Zweig briefly considers some of slavery’s atrocities, such when he describes the “nightmare” slave ships, where “half of the Negroes, chained and herded together, die on the voyage” (ZB, 91). Although these ambivalent passages denounce the murderous consequences of slavery, Zweig’s objectified and aestheticized portrayals of the slaves and their labor ultimately vindicate those horrors, as in the case of Zweig’s description of “a plundered and depopulated Africa” (ZB, 91), which has supplied Brazil with millions of slaves, albeit at uncertain economic gain. Although the slaves themselves may generate profit, costs are also incurred in importing “a strong-boned Negro from Guinea or Senegal” (ZB, 91) as a consequence of the freight price and “loss of merchandise damaged and thrown into the sea during the voyage” (ZB, 91–92). The objectifying term merchandise refers to human beings. Fetishistic portrayals of Africans as a faceless and only partially embodied mass in colonialist production—that “machine kept going by these millions of black arms” Page 178 →(ZB, 92)—further reiterate the objectified state of Africans in the discourse of slavery. Zweig’s colorful depiction of colonial sugar production, then, aestheticizes slavery and consequently minimizes its horrors: “With amazing rapidity white sugar, extracted from brown canes with green leaves by black slaves, is being converted into heavy yellow gold” (ZB, 87).

Zweig’s sentimental portrayals of colonialism and slavery climax in his suggestion that they have become objects of melancholia even for the former slaves themselves. In the evenings, he claims, black plantation workers would sit and sing “their melancholy songs. Perhaps one or two of the white-haired Negroes walking calmly and contently around here still remember the old days” (ZB, 228). Zweig’s descriptions of present-day Brazil are similarly problematic.

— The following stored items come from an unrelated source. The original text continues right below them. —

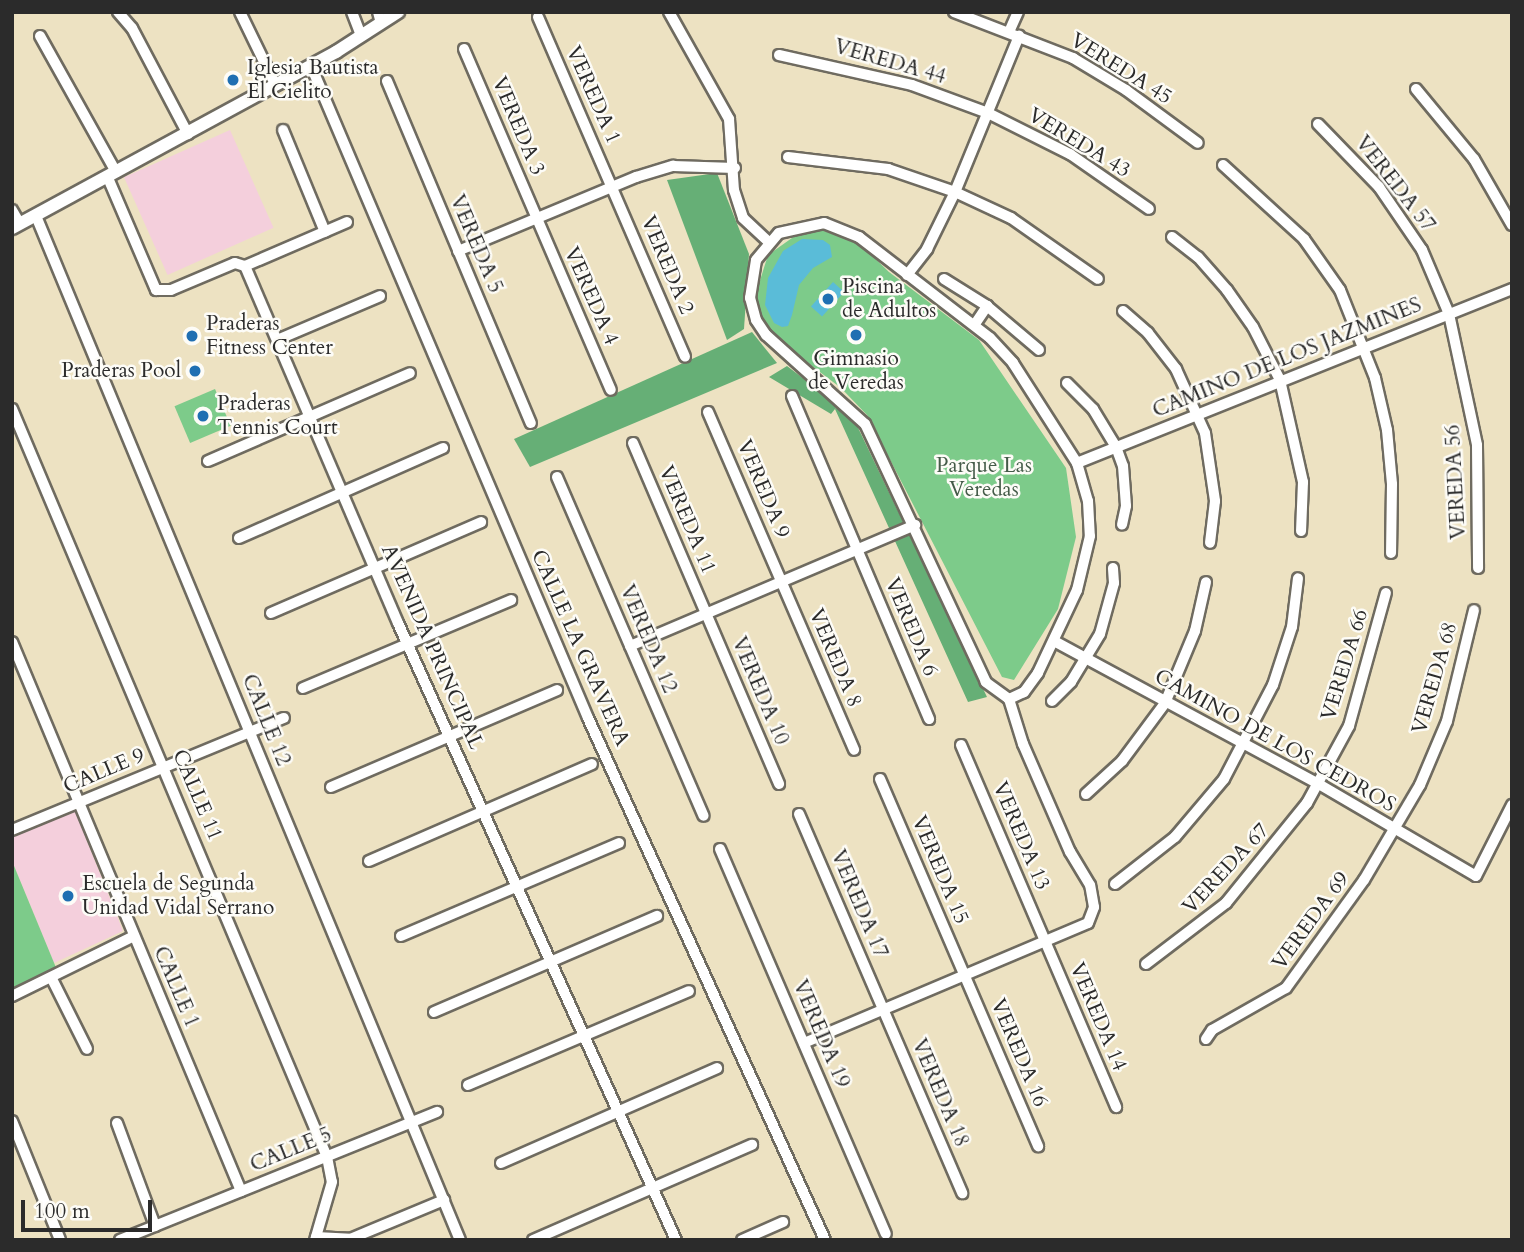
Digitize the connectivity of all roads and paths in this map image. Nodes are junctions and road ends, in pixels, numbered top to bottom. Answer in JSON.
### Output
{"nodes":[{"id":1,"x":118,"y":12,"type":"edge"},
{"id":2,"x":240,"y":12,"type":"edge"},
{"id":3,"x":352,"y":12,"type":"edge"},
{"id":4,"x":398,"y":12,"type":"edge"},
{"id":5,"x":668,"y":12,"type":"edge"},
{"id":6,"x":954,"y":12,"type":"edge"},
{"id":7,"x":1018,"y":12,"type":"edge"},
{"id":8,"x":538,"y":17,"type":"dead end"},
{"id":9,"x":379,"y":18,"type":"edge"},
{"id":10,"x":1014,"y":34,"type":"junction"},
{"id":11,"x":40,"y":36,"type":"dead end"},
{"id":12,"x":361,"y":36,"type":"junction"},
{"id":13,"x":464,"y":49,"type":"dead end"},
{"id":14,"x":779,"y":55,"type":"dead end"},
{"id":15,"x":311,"y":66,"type":"junction"},
{"id":16,"x":387,"y":81,"type":"dead end"},
{"id":17,"x":275,"y":84,"type":"junction"},
{"id":18,"x":1416,"y":89,"type":"dead end"},
{"id":19,"x":988,"y":113,"type":"junction"},
{"id":20,"x":1318,"y":124,"type":"dead end"},
{"id":21,"x":283,"y":130,"type":"dead end"},
{"id":22,"x":188,"y":134,"type":"junction"},
{"id":23,"x":1198,"y":143,"type":"dead end"},
{"id":24,"x":788,"y":157,"type":"dead end"},
{"id":25,"x":1223,"y":165,"type":"dead end"},
{"id":26,"x":735,"y":168,"type":"junction"},
{"id":27,"x":112,"y":175,"type":"junction"},
{"id":28,"x":612,"y":188,"type":"junction"},
{"id":29,"x":956,"y":192,"type":"junction"},
{"id":30,"x":1149,"y":209,"type":"dead end"},
{"id":31,"x":12,"y":210,"type":"edge"},
{"id":32,"x":36,"y":216,"type":"junction"},
{"id":33,"x":536,"y":218,"type":"junction"},
{"id":34,"x":347,"y":222,"type":"dead end"},
{"id":35,"x":1512,"y":225,"type":"edge"},
{"id":36,"x":16,"y":226,"type":"edge"},
{"id":37,"x":325,"y":232,"type":"junction"},
{"id":38,"x":1172,"y":237,"type":"dead end"},
{"id":39,"x":769,"y":242,"type":"junction"},
{"id":40,"x":458,"y":251,"type":"junction"},
{"id":41,"x":245,"y":266,"type":"junction"},
{"id":42,"x":907,"y":275,"type":"junction"},
{"id":43,"x":944,"y":279,"type":"dead end"},
{"id":44,"x":1098,"y":279,"type":"dead end"},
{"id":45,"x":1512,"y":289,"type":"edge"},
{"id":46,"x":380,"y":296,"type":"dead end"},
{"id":47,"x":986,"y":306,"type":"junction"},
{"id":48,"x":1123,"y":311,"type":"dead end"},
{"id":49,"x":1449,"y":314,"type":"junction"},
{"id":50,"x":975,"y":324,"type":"junction"},
{"id":51,"x":277,"y":340,"type":"junction"},
{"id":52,"x":1363,"y":348,"type":"junction"},
{"id":53,"x":1039,"y":350,"type":"dead end"},
{"id":54,"x":685,"y":357,"type":"dead end"},
{"id":55,"x":410,"y":373,"type":"dead end"},
{"id":56,"x":1280,"y":380,"type":"junction"},
{"id":57,"x":1067,"y":383,"type":"dead end"},
{"id":58,"x":611,"y":390,"type":"dead end"},
{"id":59,"x":792,"y":396,"type":"dead end"},
{"id":60,"x":12,"y":409,"type":"edge"},
{"id":61,"x":708,"y":412,"type":"dead end"},
{"id":62,"x":1198,"y":414,"type":"junction"},
{"id":63,"x":309,"y":416,"type":"junction"},
{"id":64,"x":531,"y":423,"type":"dead end"},
{"id":65,"x":632,"y":443,"type":"dead end"},
{"id":66,"x":443,"y":447,"type":"dead end"},
{"id":67,"x":1116,"y":447,"type":"junction"},
{"id":68,"x":208,"y":461,"type":"dead end"},
{"id":69,"x":1077,"y":463,"type":"junction"},
{"id":70,"x":557,"y":477,"type":"dead end"},
{"id":71,"x":343,"y":494,"type":"junction"},
{"id":72,"x":481,"y":522,"type":"dead end"},
{"id":73,"x":915,"y":525,"type":"junction"},
{"id":74,"x":1122,"y":525,"type":"dead end"},
{"id":75,"x":1301,"y":531,"type":"dead end"},
{"id":76,"x":239,"y":538,"type":"dead end"},
{"id":77,"x":1210,"y":543,"type":"dead end"},
{"id":78,"x":858,"y":550,"type":"junction"},
{"id":79,"x":1391,"y":553,"type":"dead end"},
{"id":80,"x":1113,"y":568,"type":"dead end"},
{"id":81,"x":1478,"y":568,"type":"dead end"},
{"id":82,"x":375,"y":569,"type":"junction"},
{"id":83,"x":1298,"y":578,"type":"dead end"},
{"id":84,"x":781,"y":582,"type":"junction"},
{"id":85,"x":1206,"y":582,"type":"dead end"},
{"id":86,"x":1386,"y":593,"type":"dead end"},
{"id":87,"x":511,"y":600,"type":"dead end"},
{"id":88,"x":1474,"y":610,"type":"dead end"},
{"id":89,"x":271,"y":613,"type":"dead end"},
{"id":90,"x":706,"y":614,"type":"junction"},
{"id":91,"x":1054,"y":641,"type":"junction"},
{"id":92,"x":12,"y":642,"type":"edge"},
{"id":93,"x":408,"y":643,"type":"junction"},
{"id":94,"x":630,"y":646,"type":"junction"},
{"id":95,"x":1087,"y":659,"type":"junction"},
{"id":96,"x":303,"y":688,"type":"dead end"},
{"id":97,"x":558,"y":690,"type":"dead end"},
{"id":98,"x":1009,"y":699,"type":"junction"},
{"id":99,"x":1052,"y":701,"type":"dead end"},
{"id":100,"x":1165,"y":703,"type":"junction"},
{"id":101,"x":284,"y":718,"type":"dead end"},
{"id":102,"x":929,"y":719,"type":"dead end"},
{"id":103,"x":250,"y":731,"type":"junction"},
{"id":104,"x":450,"y":736,"type":"junction"},
{"id":105,"x":961,"y":746,"type":"dead end"},
{"id":106,"x":1243,"y":746,"type":"junction"},
{"id":107,"x":854,"y":750,"type":"dead end"},
{"id":108,"x":592,"y":764,"type":"dead end"},
{"id":109,"x":164,"y":766,"type":"junction"},
{"id":110,"x":880,"y":779,"type":"dead end"},
{"id":111,"x":1317,"y":783,"type":"junction"},
{"id":112,"x":779,"y":784,"type":"dead end"},
{"id":113,"x":331,"y":787,"type":"dead end"},
{"id":114,"x":1086,"y":794,"type":"dead end"},
{"id":115,"x":79,"y":803,"type":"junction"},
{"id":116,"x":1512,"y":805,"type":"edge"},
{"id":117,"x":484,"y":809,"type":"junction"},
{"id":118,"x":799,"y":814,"type":"dead end"},
{"id":119,"x":704,"y":816,"type":"dead end"},
{"id":120,"x":12,"y":830,"type":"edge"},
{"id":121,"x":1395,"y":830,"type":"junction"},
{"id":122,"x":619,"y":843,"type":"dead end"},
{"id":123,"x":720,"y":849,"type":"dead end"},
{"id":124,"x":369,"y":860,"type":"dead end"},
{"id":125,"x":1115,"y":884,"type":"dead end"},
{"id":126,"x":518,"y":885,"type":"junction"},
{"id":127,"x":657,"y":916,"type":"dead end"},
{"id":128,"x":134,"y":936,"type":"junction"},
{"id":129,"x":401,"y":936,"type":"dead end"},
{"id":130,"x":1045,"y":941,"type":"junction"},
{"id":131,"x":552,"y":960,"type":"junction"},
{"id":132,"x":1146,"y":964,"type":"dead end"},
{"id":133,"x":965,"y":976,"type":"junction"},
{"id":134,"x":52,"y":979,"type":"junction"},
{"id":135,"x":689,"y":991,"type":"dead end"},
{"id":136,"x":12,"y":996,"type":"edge"},
{"id":137,"x":883,"y":1009,"type":"junction"},
{"id":138,"x":435,"y":1012,"type":"dead end"},
{"id":139,"x":586,"y":1035,"type":"junction"},
{"id":140,"x":1206,"y":1039,"type":"dead end"},
{"id":141,"x":804,"y":1043,"type":"junction"},
{"id":142,"x":87,"y":1049,"type":"dead end"},
{"id":143,"x":717,"y":1068,"type":"dead end"},
{"id":144,"x":468,"y":1085,"type":"dead end"},
{"id":145,"x":1116,"y":1107,"type":"dead end"},
{"id":146,"x":620,"y":1110,"type":"junction"},
{"id":147,"x":437,"y":1112,"type":"dead end"},
{"id":148,"x":12,"y":1121,"type":"edge"},
{"id":149,"x":412,"y":1122,"type":"junction"},
{"id":150,"x":117,"y":1123,"type":"dead end"},
{"id":151,"x":752,"y":1145,"type":"dead end"},
{"id":152,"x":1038,"y":1146,"type":"dead end"},
{"id":153,"x":327,"y":1157,"type":"junction"},
{"id":154,"x":501,"y":1163,"type":"dead end"},
{"id":155,"x":653,"y":1186,"type":"junction"},
{"id":156,"x":241,"y":1191,"type":"junction"},
{"id":157,"x":962,"y":1192,"type":"dead end"},
{"id":158,"x":444,"y":1200,"type":"junction"},
{"id":159,"x":783,"y":1222,"type":"dead end"},
{"id":160,"x":155,"y":1226,"type":"junction"},
{"id":161,"x":886,"y":1234,"type":"dead end"},
{"id":162,"x":316,"y":1238,"type":"edge"},
{"id":163,"x":60,"y":1240,"type":"edge"},
{"id":164,"x":120,"y":1240,"type":"edge"},
{"id":165,"x":460,"y":1240,"type":"edge"},
{"id":166,"x":533,"y":1240,"type":"edge"},
{"id":167,"x":676,"y":1240,"type":"edge"},
{"id":168,"x":742,"y":1240,"type":"edge"},
{"id":169,"x":825,"y":1240,"type":"edge"}],
"edges":[{"from":1,"to":22,"type":"street"},
{"from":2,"to":17,"type":"street"},
{"from":3,"to":12,"type":"street"},
{"from":4,"to":9,"type":"street"},
{"from":5,"to":26,"type":"street"},
{"from":6,"to":10,"type":"street","name":"VEREDA 45"},
{"from":7,"to":10,"type":"street"},
{"from":8,"to":28,"type":"street","name":"VEREDA 1"},
{"from":9,"to":12,"type":"street"},
{"from":10,"to":19,"type":"street"},
{"from":10,"to":23,"type":"street","name":"VEREDA 45"},
{"from":11,"to":27,"type":"street"},
{"from":12,"to":15,"type":"street"},
{"from":13,"to":33,"type":"street","name":"VEREDA 3"},
{"from":14,"to":19,"type":"street","name":"VEREDA 44"},
{"from":15,"to":17,"type":"street"},
{"from":15,"to":169,"type":"street","name":"CALLE LA GRAVERA"},
{"from":16,"to":40,"type":"street","name":"VEREDA 5"},
{"from":17,"to":22,"type":"street"},
{"from":18,"to":35,"type":"street"},
{"from":19,"to":29,"type":"street"},
{"from":19,"to":30,"type":"street","name":"VEREDA 43"},
{"from":20,"to":49,"type":"street","name":"VEREDA 57"},
{"from":21,"to":37,"type":"street"},
{"from":22,"to":27,"type":"street"},
{"from":24,"to":29,"type":"street"},
{"from":25,"to":52,"type":"street"},
{"from":26,"to":28,"type":"street"},
{"from":26,"to":39,"type":"street"},
{"from":27,"to":32,"type":"street"},
{"from":27,"to":41,"type":"street"},
{"from":28,"to":33,"type":"street"},
{"from":28,"to":54,"type":"street","name":"VEREDA 2"},
{"from":29,"to":42,"type":"street"},
{"from":29,"to":44,"type":"street"},
{"from":31,"to":36,"type":"street"},
{"from":32,"to":36,"type":"street"},
{"from":32,"to":103,"type":"street","name":"CALLE 12"},
{"from":33,"to":40,"type":"street"},
{"from":33,"to":58,"type":"street","name":"VEREDA 4"},
{"from":34,"to":37,"type":"street"},
{"from":37,"to":41,"type":"street"},
{"from":38,"to":56,"type":"street"},
{"from":39,"to":42,"type":"street"},
{"from":39,"to":73,"type":"street"},
{"from":40,"to":64,"type":"street","name":"VEREDA 5"},
{"from":41,"to":51,"type":"street","name":"AVENIDA PRINCIPAL"},
{"from":42,"to":50,"type":"street"},
{"from":43,"to":47,"type":"street"},
{"from":45,"to":49,"type":"street","name":"CAMINO DE LOS JAZMINES"},
{"from":46,"to":51,"type":"street"},
{"from":47,"to":50,"type":"street"},
{"from":47,"to":53,"type":"street"},
{"from":48,"to":62,"type":"street"},
{"from":49,"to":52,"type":"street","name":"CAMINO DE LOS JAZMINES"},
{"from":49,"to":81,"type":"street","name":"VEREDA 56"},
{"from":50,"to":69,"type":"street"},
{"from":51,"to":63,"type":"street","name":"AVENIDA PRINCIPAL"},
{"from":52,"to":56,"type":"street","name":"CAMINO DE LOS JAZMINES"},
{"from":52,"to":79,"type":"street"},
{"from":55,"to":63,"type":"street"},
{"from":56,"to":62,"type":"street","name":"CAMINO DE LOS JAZMINES"},
{"from":56,"to":75,"type":"street"},
{"from":57,"to":67,"type":"street"},
{"from":59,"to":78,"type":"street","name":"VEREDA 6"},
{"from":60,"to":109,"type":"street","name":"CALLE 11"},
{"from":61,"to":84,"type":"street","name":"VEREDA 9"},
{"from":62,"to":67,"type":"street","name":"CAMINO DE LOS JAZMINES"},
{"from":62,"to":77,"type":"street"},
{"from":63,"to":68,"type":"street"},
{"from":63,"to":71,"type":"street","name":"AVENIDA PRINCIPAL"},
{"from":65,"to":90,"type":"street","name":"VEREDA 11"},
{"from":66,"to":71,"type":"street"},
{"from":67,"to":69,"type":"street","name":"CAMINO DE LOS JAZMINES"},
{"from":67,"to":74,"type":"street"},
{"from":69,"to":91,"type":"street"},
{"from":70,"to":94,"type":"street","name":"VEREDA 12"},
{"from":71,"to":76,"type":"street"},
{"from":71,"to":82,"type":"street","name":"AVENIDA PRINCIPAL"},
{"from":72,"to":82,"type":"street"},
{"from":73,"to":78,"type":"street"},
{"from":73,"to":98,"type":"street"},
{"from":78,"to":84,"type":"street"},
{"from":78,"to":102,"type":"street","name":"VEREDA 6"},
{"from":80,"to":95,"type":"street"},
{"from":82,"to":89,"type":"street"},
{"from":82,"to":93,"type":"street","name":"AVENIDA PRINCIPAL"},
{"from":83,"to":106,"type":"street"},
{"from":84,"to":90,"type":"street"},
{"from":84,"to":107,"type":"street","name":"VEREDA 8"},
{"from":85,"to":100,"type":"street"},
{"from":86,"to":111,"type":"street","name":"VEREDA 66"},
{"from":87,"to":93,"type":"street"},
{"from":88,"to":121,"type":"street","name":"VEREDA 68"},
{"from":90,"to":94,"type":"street"},
{"from":90,"to":112,"type":"street","name":"VEREDA 10"},
{"from":91,"to":95,"type":"street","name":"CAMINO DE LOS CEDROS"},
{"from":91,"to":98,"type":"street"},
{"from":92,"to":115,"type":"street","name":"CALLE 1"},
{"from":93,"to":96,"type":"street"},
{"from":93,"to":104,"type":"street","name":"AVENIDA PRINCIPAL"},
{"from":94,"to":119,"type":"street","name":"VEREDA 12"},
{"from":95,"to":99,"type":"street"},
{"from":95,"to":100,"type":"street","name":"CAMINO DE LOS CEDROS"},
{"from":97,"to":104,"type":"street"},
{"from":98,"to":130,"type":"street"},
{"from":100,"to":106,"type":"street","name":"CAMINO DE LOS CEDROS"},
{"from":100,"to":114,"type":"street"},
{"from":101,"to":103,"type":"street","name":"CALLE 9"},
{"from":103,"to":109,"type":"street","name":"CALLE 9"},
{"from":103,"to":149,"type":"street","name":"CALLE 12"},
{"from":104,"to":113,"type":"street"},
{"from":104,"to":117,"type":"street","name":"AVENIDA PRINCIPAL"},
{"from":105,"to":130,"type":"street","name":"VEREDA 13"},
{"from":106,"to":111,"type":"street","name":"CAMINO DE LOS CEDROS"},
{"from":106,"to":125,"type":"street"},
{"from":108,"to":117,"type":"street"},
{"from":109,"to":115,"type":"street","name":"CALLE 9"},
{"from":109,"to":153,"type":"street","name":"CALLE 11"},
{"from":110,"to":133,"type":"street","name":"VEREDA 15"},
{"from":111,"to":121,"type":"street","name":"CAMINO DE LOS CEDROS"},
{"from":111,"to":132,"type":"street","name":"VEREDA 67"},
{"from":115,"to":120,"type":"street","name":"CALLE 9"},
{"from":115,"to":128,"type":"street","name":"CALLE 1"},
{"from":116,"to":121,"type":"street","name":"CAMINO DE LOS CEDROS"},
{"from":117,"to":124,"type":"street"},
{"from":117,"to":126,"type":"street","name":"AVENIDA PRINCIPAL"},
{"from":118,"to":137,"type":"street","name":"VEREDA 17"},
{"from":121,"to":140,"type":"street","name":"VEREDA 69"},
{"from":122,"to":126,"type":"street"},
{"from":123,"to":141,"type":"street","name":"VEREDA 19"},
{"from":126,"to":129,"type":"street"},
{"from":126,"to":131,"type":"street","name":"AVENIDA PRINCIPAL"},
{"from":127,"to":131,"type":"street"},
{"from":128,"to":134,"type":"street"},
{"from":128,"to":156,"type":"street","name":"CALLE 1"},
{"from":130,"to":133,"type":"street"},
{"from":130,"to":145,"type":"street","name":"VEREDA 14"},
{"from":131,"to":138,"type":"street"},
{"from":131,"to":139,"type":"street","name":"AVENIDA PRINCIPAL"},
{"from":133,"to":137,"type":"street"},
{"from":133,"to":152,"type":"street","name":"VEREDA 16"},
{"from":134,"to":136,"type":"street"},
{"from":134,"to":142,"type":"street"},
{"from":135,"to":139,"type":"street"},
{"from":137,"to":141,"type":"street"},
{"from":137,"to":157,"type":"street","name":"VEREDA 18"},
{"from":139,"to":144,"type":"street"},
{"from":139,"to":146,"type":"street","name":"AVENIDA PRINCIPAL"},
{"from":141,"to":161,"type":"street","name":"VEREDA 19"},
{"from":143,"to":146,"type":"street"},
{"from":146,"to":154,"type":"street"},
{"from":146,"to":155,"type":"street","name":"AVENIDA PRINCIPAL"},
{"from":147,"to":149,"type":"street","name":"CALLE 5"},
{"from":148,"to":163,"type":"street"},
{"from":149,"to":153,"type":"street","name":"CALLE 5"},
{"from":149,"to":158,"type":"street","name":"CALLE 12"},
{"from":150,"to":160,"type":"street"},
{"from":151,"to":155,"type":"street"},
{"from":153,"to":156,"type":"street","name":"CALLE 5"},
{"from":153,"to":162,"type":"street","name":"CALLE 11"},
{"from":155,"to":166,"type":"street"},
{"from":155,"to":167,"type":"street","name":"AVENIDA PRINCIPAL"},
{"from":156,"to":160,"type":"street","name":"CALLE 5"},
{"from":158,"to":162,"type":"street"},
{"from":158,"to":165,"type":"street","name":"CALLE 12"},
{"from":159,"to":168,"type":"street"},
{"from":160,"to":164,"type":"street","name":"CALLE 5"}]}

Black people add color and exoticism to his perception, for example when he argues that black settlements render Rio “so colorful and picturesque” (ZB, 195). Such passages airbrush the brutal postslavery social conditions and suggest that these descendants of former slaves voluntarily live in the most primitive conditions because that is the unchanging nature of their origins. Their huts, although built from discarded rubbish, are exactly the same as those “which their ancestors built hundreds of years ago in their African kraals” (ZB, 196). Climbing up remote cliffs to these favelas, Zweig observes guileless and gold-toothed people in “the lowest form of living conditions” (ZB, 142)—indeed, in their “primitive original state”93 in their clay and bamboo huts: “The Negro carrying water smiles at one with gleaming teeth, even helps one up the slippery muddy steps. Women nursing their children look up kindly and without embarrassment” (ZB, 142).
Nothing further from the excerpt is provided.